(Stored dataset items)
------

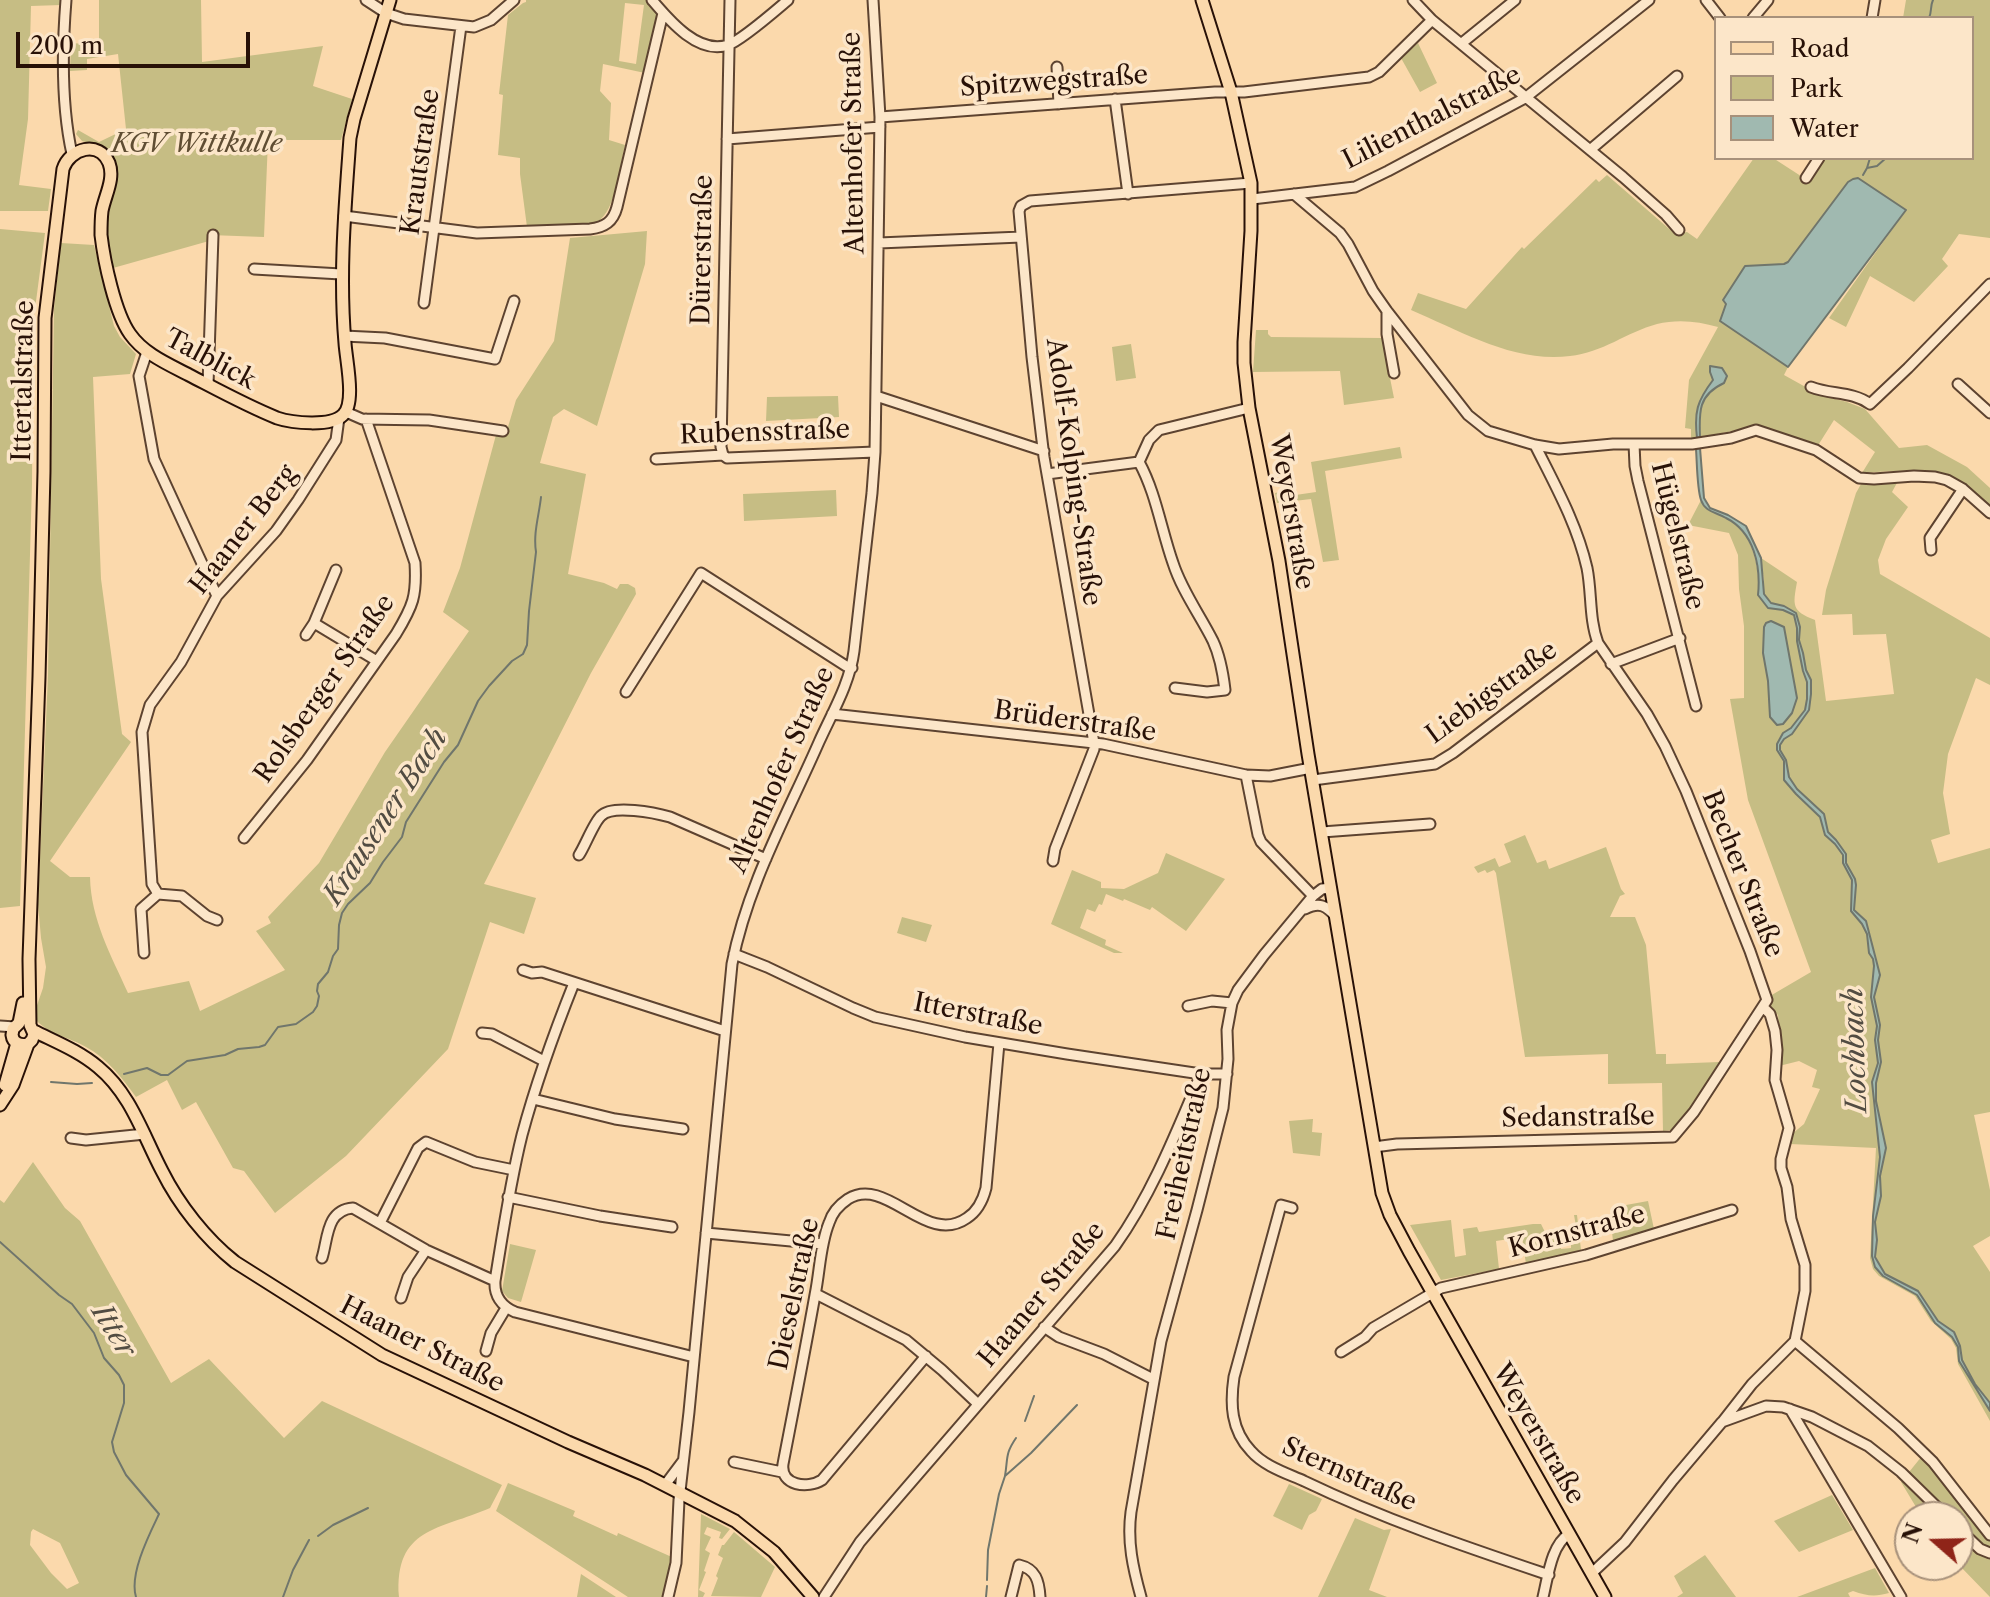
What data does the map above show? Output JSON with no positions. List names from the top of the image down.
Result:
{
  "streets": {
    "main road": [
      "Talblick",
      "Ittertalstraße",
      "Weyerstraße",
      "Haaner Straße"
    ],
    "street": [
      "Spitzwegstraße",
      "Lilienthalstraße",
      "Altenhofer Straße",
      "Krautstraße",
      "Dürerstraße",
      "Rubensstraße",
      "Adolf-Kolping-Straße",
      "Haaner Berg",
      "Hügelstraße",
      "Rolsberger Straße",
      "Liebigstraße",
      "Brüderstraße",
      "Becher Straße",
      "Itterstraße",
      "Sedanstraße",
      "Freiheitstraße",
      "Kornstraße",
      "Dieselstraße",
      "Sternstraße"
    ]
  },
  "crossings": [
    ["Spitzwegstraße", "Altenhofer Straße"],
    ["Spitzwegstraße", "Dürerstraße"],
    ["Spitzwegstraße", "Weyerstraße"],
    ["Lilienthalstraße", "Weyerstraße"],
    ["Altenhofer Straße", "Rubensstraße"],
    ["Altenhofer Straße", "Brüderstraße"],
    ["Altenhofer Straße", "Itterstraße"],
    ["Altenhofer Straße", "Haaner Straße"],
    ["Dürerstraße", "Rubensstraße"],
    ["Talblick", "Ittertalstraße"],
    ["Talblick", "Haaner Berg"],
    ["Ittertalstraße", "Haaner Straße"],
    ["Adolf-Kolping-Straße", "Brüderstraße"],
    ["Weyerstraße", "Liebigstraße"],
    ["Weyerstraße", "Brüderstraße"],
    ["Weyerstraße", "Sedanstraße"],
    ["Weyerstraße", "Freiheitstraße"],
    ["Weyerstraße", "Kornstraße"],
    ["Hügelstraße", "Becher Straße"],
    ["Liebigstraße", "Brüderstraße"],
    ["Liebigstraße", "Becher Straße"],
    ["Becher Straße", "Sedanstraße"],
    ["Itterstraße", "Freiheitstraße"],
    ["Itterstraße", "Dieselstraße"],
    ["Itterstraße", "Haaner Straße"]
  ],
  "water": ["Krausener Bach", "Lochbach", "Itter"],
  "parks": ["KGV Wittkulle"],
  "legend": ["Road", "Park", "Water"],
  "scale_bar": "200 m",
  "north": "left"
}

------

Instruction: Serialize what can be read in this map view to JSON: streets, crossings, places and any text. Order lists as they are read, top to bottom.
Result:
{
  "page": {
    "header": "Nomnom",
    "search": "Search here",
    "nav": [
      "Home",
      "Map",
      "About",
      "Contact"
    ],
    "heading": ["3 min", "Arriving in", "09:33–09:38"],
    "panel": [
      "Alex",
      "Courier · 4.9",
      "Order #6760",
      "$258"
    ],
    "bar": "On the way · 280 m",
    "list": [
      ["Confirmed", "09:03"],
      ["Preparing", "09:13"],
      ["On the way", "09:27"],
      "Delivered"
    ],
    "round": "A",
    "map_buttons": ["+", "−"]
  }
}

------

--- Your objective ---
Pull every line with the string "JSON" from the data above.

--- Response box ---
What data does the map above show? Output JSON with no positions. List names from the top of the image down.
Instruction: Serialize what can be read in this map view to JSON: streets, crossings, places and any text. Order lists as they are read, top to bottom.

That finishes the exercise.